◆ **PROBLEM TO WORK ON**: Return the full listing character for character, without its pictures.

RECORDED INFORMATION START

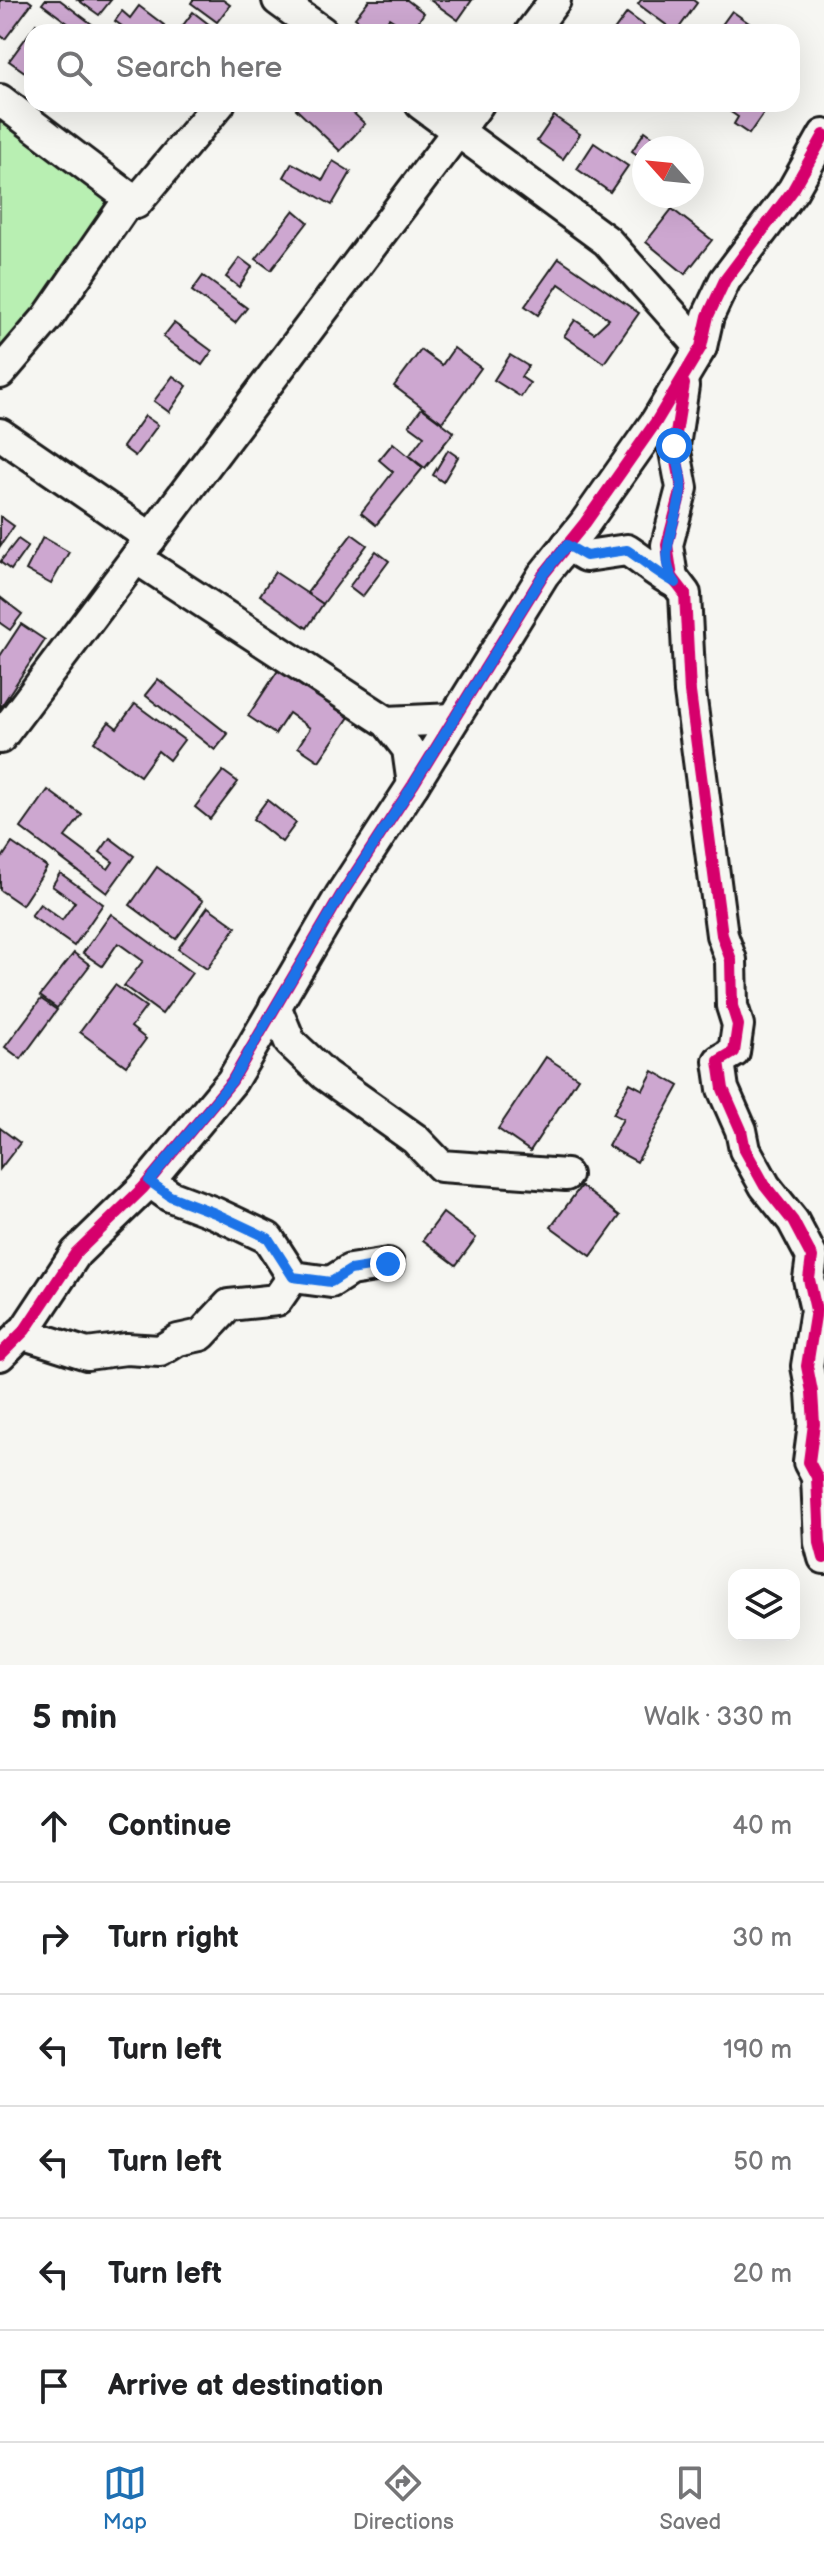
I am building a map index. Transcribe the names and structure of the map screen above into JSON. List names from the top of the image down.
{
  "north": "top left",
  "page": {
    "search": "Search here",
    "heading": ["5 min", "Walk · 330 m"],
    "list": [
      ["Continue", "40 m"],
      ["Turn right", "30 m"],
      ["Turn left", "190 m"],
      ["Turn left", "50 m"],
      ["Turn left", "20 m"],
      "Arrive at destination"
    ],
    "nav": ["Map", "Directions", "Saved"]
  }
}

RECORDED INFORMATION END

◆ **RESPONSE AREA**:
I am building a map index. Transcribe the names and structure of the map screen above into JSON. List names from the top of the image down.
{
  "north": "top left",
  "page": {
    "search": "Search here",
    "heading": ["5 min", "Walk · 330 m"],
    "list": [
      ["Continue", "40 m"],
      ["Turn right", "30 m"],
      ["Turn left", "190 m"],
      ["Turn left", "50 m"],
      ["Turn left", "20 m"],
      "Arrive at destination"
    ],
    "nav": ["Map", "Directions", "Saved"]
  }
}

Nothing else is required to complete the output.